■ **Exercise instructions**
In the data below, find every line with the word "ซอยศร" and copy it.

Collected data
*** Block opens ***

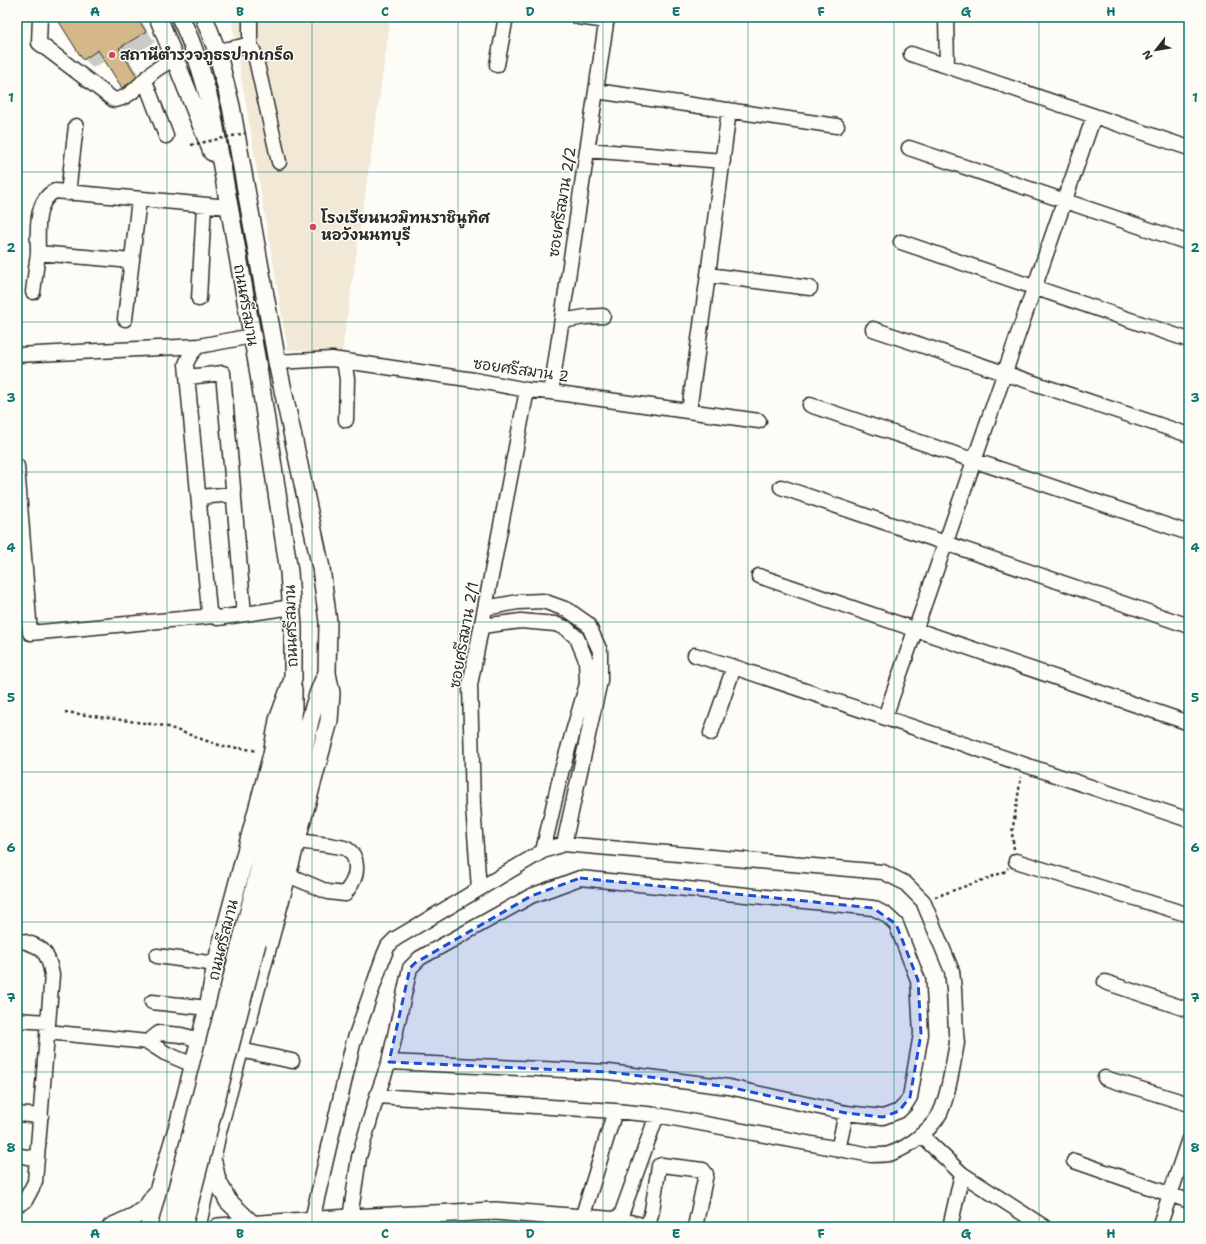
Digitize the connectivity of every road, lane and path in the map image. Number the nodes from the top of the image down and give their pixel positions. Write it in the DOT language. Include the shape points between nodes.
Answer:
graph roads {
  1 [pos="40,17"];
  2 [pos="158,17"];
  3 [pos="180,17"];
  4 [pos="204,17"];
  5 [pos="211,17"];
  6 [pos="250,17"];
  7 [pos="506,17"];
  8 [pos="578,17"];
  9 [pos="946,17"];
  10 [pos="607,19"];
  11 [pos="211,34"];
  12 [pos="250,44"];
  13 [pos="217,51"];
  14 [pos="911,54"];
  15 [pos="175,58"];
  16 [pos="497,65"];
  17 [pos="947,66"];
  18 [pos="145,81"];
  19 [pos="596,91"];
  20 [pos="729,110"];
  21 [pos="1094,116"];
  22 [pos="76,126"];
  23 [pos="837,126"];
  24 [pos="246,133"];
  25 [pos="166,136"];
  26 [pos="191,145"];
  27 [pos="909,148"];
  28 [pos="1189,148"];
  29 [pos="587,150"];
  30 [pos="723,161"];
  31 [pos="279,162"];
  32 [pos="225,186"];
  33 [pos="68,193"];
  34 [pos="139,199"];
  35 [pos="1064,201"];
  36 [pos="204,205"];
  37 [pos="229,207"];
  38 [pos="901,242"];
  39 [pos="1189,244"];
  40 [pos="38,253"];
  41 [pos="132,261"];
  42 [pos="708,275"];
  43 [pos="1034,287"];
  44 [pos="810,288"];
  45 [pos="33,292"];
  46 [pos="200,299"];
  47 [pos="603,316"];
  48 [pos="125,319"];
  49 [pos="562,321"];
  50 [pos="874,329"];
  51 [pos="252,336"];
  52 [pos="1189,340"];
  53 [pos="199,346"];
  54 [pos="17,355"];
  55 [pos="344,361"];
  56 [pos="277,362"];
  57 [pos="1005,373"];
  58 [pos="188,377"];
  59 [pos="527,390"];
  60 [pos="551,392"];
  61 [pos="810,404"];
  62 [pos="689,411"];
  63 [pos="346,420"];
  64 [pos="759,421"];
  65 [pos="1189,435"];
  66 [pos="974,460"];
  67 [pos="17,466"];
  68 [pos="781,487"];
  69 [pos="234,494"];
  70 [pos="199,497"];
  71 [pos="1189,533"];
  72 [pos="945,543"];
  73 [pos="759,576"];
  74 [pos="292,607"];
  75 [pos="485,608"];
  76 [pos="244,614"];
  77 [pos="213,616"];
  78 [pos="482,626"];
  79 [pos="1189,626"];
  80 [pos="916,628"];
  81 [pos="695,655"];
  82 [pos="734,667"];
  83 [pos="327,673"];
  84 [pos="293,679"];
  85 [pos="589,701"];
  86 [pos="64,712"];
  87 [pos="885,717"];
  88 [pos="1189,723"];
  89 [pos="711,733"];
  90 [pos="272,754"];
  91 [pos="1023,765"];
  92 [pos="1189,820"];
  93 [pos="297,841"];
  94 [pos="564,844"];
  95 [pos="543,851"];
  96 [pos="1016,861"];
  97 [pos="288,875"];
  98 [pos="479,889"];
  99 [pos="923,901"];
  100 [pos="1189,915"];
  101 [pos="17,940"];
  102 [pos="250,941"];
  103 [pos="157,956"];
  104 [pos="216,964"];
  105 [pos="1105,982"];
  106 [pos="152,1002"];
  107 [pos="208,1008"];
  108 [pos="1189,1010"];
  109 [pos="17,1020"];
  110 [pos="48,1027"];
  111 [pos="200,1040"];
  112 [pos="148,1042"];
  113 [pos="240,1050"];
  114 [pos="292,1061"];
  115 [pos="390,1062"];
  116 [pos="193,1066"];
  117 [pos="1105,1078"];
  118 [pos="377,1096"];
  119 [pos="1189,1104"];
  120 [pos="615,1112"];
  121 [pos="846,1113"];
  122 [pos="17,1114"];
  123 [pos="657,1115"];
  124 [pos="41,1116"];
  125 [pos="179,1122"];
  126 [pos="218,1130"];
  127 [pos="921,1136"];
  128 [pos="1189,1139"];
  129 [pos="838,1150"];
  130 [pos="17,1155"];
  131 [pos="212,1158"];
  132 [pos="37,1159"];
  133 [pos="1074,1161"];
  134 [pos="962,1174"];
  135 [pos="158,1191"];
  136 [pos="1170,1194"];
  137 [pos="1189,1201"];
  138 [pos="17,1205"];
  139 [pos="350,1218"];
  140 [pos="582,1218"];
  141 [pos="312,1220"];
  142 [pos="619,1221"];
  143 [pos="252,1224"];
  144 [pos="111,1227"];
  145 [pos="149,1227"];
  146 [pos="166,1227"];
  147 [pos="183,1227"];
  148 [pos="197,1227"];
  149 [pos="218,1227"];
  150 [pos="644,1227"];
  151 [pos="648,1227"];
  152 [pos="694,1227"];
  153 [pos="950,1227"];
  154 [pos="1044,1227"];
  155 [pos="1159,1227"];
  1 -- 18 [label="street" via="40,43 114,100 123,98"];
  2 -- 15 [label="main road"];
  3 -- 32 [label="main road, ถนนศรีสมาน" via="198,57 206,84"];
  4 -- 11 [label="main road, ถนนศรีสมาน"];
  5 -- 11 [label="main road"];
  6 -- 12 [label="street"];
  7 -- 16 [label="street"];
  8 -- 10 [label="street"];
  9 -- 17 [label="street"];
  10 -- 19 [label="street, ซอยศรีสมาน 2/2"];
  11 -- 13 [label="main road, ถนนศรีสมาน"];
  12 -- 13 [label="street"];
  12 -- 31 [label="street" via="255,55"];
  13 -- 56 [label="main road, ถนนศรีสมาน" via="231,106"];
  14 -- 17 [label="street"];
  15 -- 18 [label="street" via="152,72"];
  15 -- 32 [label="main road"];
  17 -- 21 [label="street"];
  18 -- 25 [label="street"];
  19 -- 20 [label="street"];
  19 -- 29 [label="street, ซอยศรีสมาน 2/2"];
  20 -- 23 [label="street"];
  20 -- 30 [label="street"];
  21 -- 28 [label="street"];
  21 -- 35 [label="street"];
  22 -- 33 [label="street"];
  24 -- 26 [label="path, bridge"];
  27 -- 35 [label="street"];
  29 -- 30 [label="street"];
  29 -- 49 [label="street, ซอยศรีสมาน 2/2"];
  30 -- 42 [label="street"];
  32 -- 37 [label="main road, ถนนศรีสมาน"];
  33 -- 34 [label="street"];
  33 -- 40 [label="street" via="55,191 43,203 38,226"];
  34 -- 36 [label="street"];
  34 -- 41 [label="street"];
  35 -- 39 [label="street"];
  35 -- 43 [label="street"];
  36 -- 37 [label="street"];
  36 -- 46 [label="street"];
  37 -- 51 [label="main road, ถนนศรีสมาน"];
  38 -- 43 [label="street"];
  40 -- 41 [label="street"];
  40 -- 45 [label="street"];
  41 -- 48 [label="street"];
  42 -- 44 [label="street"];
  42 -- 62 [label="street"];
  43 -- 52 [label="street"];
  43 -- 57 [label="street"];
  47 -- 49 [label="street"];
  49 -- 60 [label="street, ซอยศรีสมาน 2/2"];
  50 -- 57 [label="street"];
  51 -- 53 [label="street"];
  51 -- 74 [label="main road, ถนนศรีสมาน" via="289,572"];
  53 -- 54 [label="street"];
  53 -- 58 [label="street" via="188,358"];
  55 -- 56 [label="street, ซอยศรีสมาน 2" via="332,359"];
  55 -- 59 [label="street, ซอยศรีสมาน 2"];
  55 -- 63 [label="street" via="347,379"];
  56 -- 83 [label="main road, ถนนศรีสมาน" via="321,568 328,622"];
  57 -- 65 [label="street"];
  57 -- 66 [label="street"];
  58 -- 69 [label="street" via="223,373"];
  58 -- 70 [label="street"];
  59 -- 60 [label="street, ซอยศรีสมาน 2"];
  59 -- 75 [label="street, ซอยศรีสมาน 2/1"];
  60 -- 62 [label="street, ซอยศรีสมาน 2"];
  61 -- 66 [label="street"];
  62 -- 64 [label="street, ซอยศรีสมาน 2"];
  66 -- 71 [label="street"];
  66 -- 72 [label="street"];
  67 -- 77 [label="street" via="30,633"];
  68 -- 72 [label="street"];
  69 -- 70 [label="street"];
  69 -- 76 [label="street"];
  70 -- 77 [label="street" via="209,611"];
  72 -- 79 [label="street"];
  72 -- 80 [label="street"];
  73 -- 80 [label="street"];
  74 -- 76 [label="street"];
  74 -- 84 [label="main road, ถนนศรีสมาน"];
  75 -- 78 [label="street, ซอยศรีสมาน 2/1"];
  75 -- 85 [label="street" via="518,602 543,601 568,610 588,624 600,651 600,681"];
  76 -- 77 [label="street" via="218,618"];
  78 -- 85 [label="street" via="521,621 555,624 566,628 577,638 586,660"];
  78 -- 98 [label="street, ซอยศรีสมาน 2/1" via="470,685"];
  80 -- 87 [label="street"];
  80 -- 88 [label="street"];
  81 -- 82 [label="street"];
  82 -- 87 [label="street"];
  82 -- 89 [label="street"];
  83 -- 93 [label="main road, ถนนศรีสมาน" via="331,693 329,721"];
  83 -- 102 [label="main road" via="312,715 296,785"];
  84 -- 90 [label="main road, ถนนศรีสมาน" via="278,720"];
  84 -- 102 [label="main road" via="294,731"];
  85 -- 94 [label="street"];
  85 -- 95 [label="street" via="561,773"];
  86 -- 90 [label="path" via="165,726 225,747"];
  87 -- 91 [label="street"];
  90 -- 104 [label="main road, ถนนศรีสมาน"];
  91 -- 92 [label="street"];
  91 -- 96 [label="path" via="1012,833"];
  93 -- 97 [label="main road, ถนนศรีสมาน"];
  93 -- 97 [label="street" via="346,848 353,855 356,866 354,876 345,894 328,892"];
  94 -- 95 [label="street"];
  94 -- 99 [label="street" via="883,872 905,883"];
  95 -- 98 [label="street"];
  96 -- 99 [label="path" via="1004,872"];
  96 -- 100 [label="street"];
  97 -- 113 [label="main road, ถนนศรีสมาน"];
  98 -- 141 [label="street" via="395,939 388,946 353,1044"];
  99 -- 127 [label="street" via="952,971 957,1043 943,1107 933,1124"];
  101 -- 110 [label="street" via="32,943 50,960 52,975"];
  102 -- 146 [label="main road, bridge"];
  102 -- 147 [label="main road, bridge"];
  103 -- 104 [label="street"];
  104 -- 107 [label="main road, ถนนศรีสมาน"];
  105 -- 108 [label="street"];
  106 -- 107 [label="street"];
  107 -- 111 [label="main road, ถนนศรีสมาน"];
  109 -- 110 [label="street"];
  110 -- 112 [label="street"];
  110 -- 124 [label="street"];
  111 -- 112 [label="street" via="159,1033"];
  111 -- 116 [label="main road, ถนนศรีสมาน"];
  112 -- 116 [label="street"];
  113 -- 114 [label="street"];
  113 -- 126 [label="main road, ถนนศรีสมาน"];
  115 -- 118 [label="street"];
  115 -- 121 [label="street" via="609,1072 729,1087"];
  115 -- 121 [label="street" via="410,968 420,958 531,896 580,878 873,908 896,924 918,980 921,1034 910,1097 905,1105 899,1111 884,1117"];
  116 -- 125 [label="main road, ถนนศรีสมาน"];
  117 -- 119 [label="street"];
  118 -- 120 [label="street"];
  118 -- 139 [label="street" via="359,1157"];
  120 -- 123 [label="street"];
  120 -- 140 [label="street"];
  121 -- 129 [label="street"];
  122 -- 124 [label="street"];
  123 -- 129 [label="street"];
  123 -- 142 [label="street"];
  124 -- 132 [label="street"];
  125 -- 126 [label="main road" via="191,1139 198,1141 210,1137"];
  125 -- 135 [label="main road, ถนนศรีสมาน"];
  126 -- 131 [label="main road, ถนนศรีสมาน"];
  127 -- 129 [label="street" via="888,1154 871,1155"];
  127 -- 134 [label="street"];
  128 -- 136 [label="street"];
  130 -- 132 [label="street"];
  131 -- 143 [label="main road" via="217,1180 228,1201"];
  131 -- 148 [label="main road, ถนนศรีสมาน"];
  132 -- 138 [label="street" via="35,1182 25,1201"];
  133 -- 136 [label="street"];
  134 -- 153 [label="street"];
  134 -- 154 [label="street"];
  135 -- 144 [label="main road" via="147,1207 135,1216"];
  135 -- 145 [label="main road, ถนนศรีสมาน"];
  136 -- 137 [label="street"];
  136 -- 155 [label="street"];
  139 -- 140 [label="main road" via="495,1211"];
  139 -- 141 [label="main road"];
  140 -- 142 [label="main road"];
  141 -- 143 [label="main road"];
  142 -- 150 [label="main road"];
  143 -- 149 [label="main road"];
  151 -- 152 [label="street" via="659,1166 662,1165 704,1170"];
}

*** Block closes ***

■ **Result for this task**
  10 -- 19 [label="street, ซอยศรีสมาน 2/2"];
  19 -- 29 [label="street, ซอยศรีสมาน 2/2"];
  29 -- 49 [label="street, ซอยศรีสมาน 2/2"];
  49 -- 60 [label="street, ซอยศรีสมาน 2/2"];
  55 -- 56 [label="street, ซอยศรีสมาน 2" via="332,359"];
  55 -- 59 [label="street, ซอยศรีสมาน 2"];
  59 -- 60 [label="street, ซอยศรีสมาน 2"];
  59 -- 75 [label="street, ซอยศรีสมาน 2/1"];
  60 -- 62 [label="street, ซอยศรีสมาน 2"];
  62 -- 64 [label="street, ซอยศรีสมาน 2"];
  75 -- 78 [label="street, ซอยศรีสมาน 2/1"];
  78 -- 98 [label="street, ซอยศรีสมาน 2/1" via="470,685"];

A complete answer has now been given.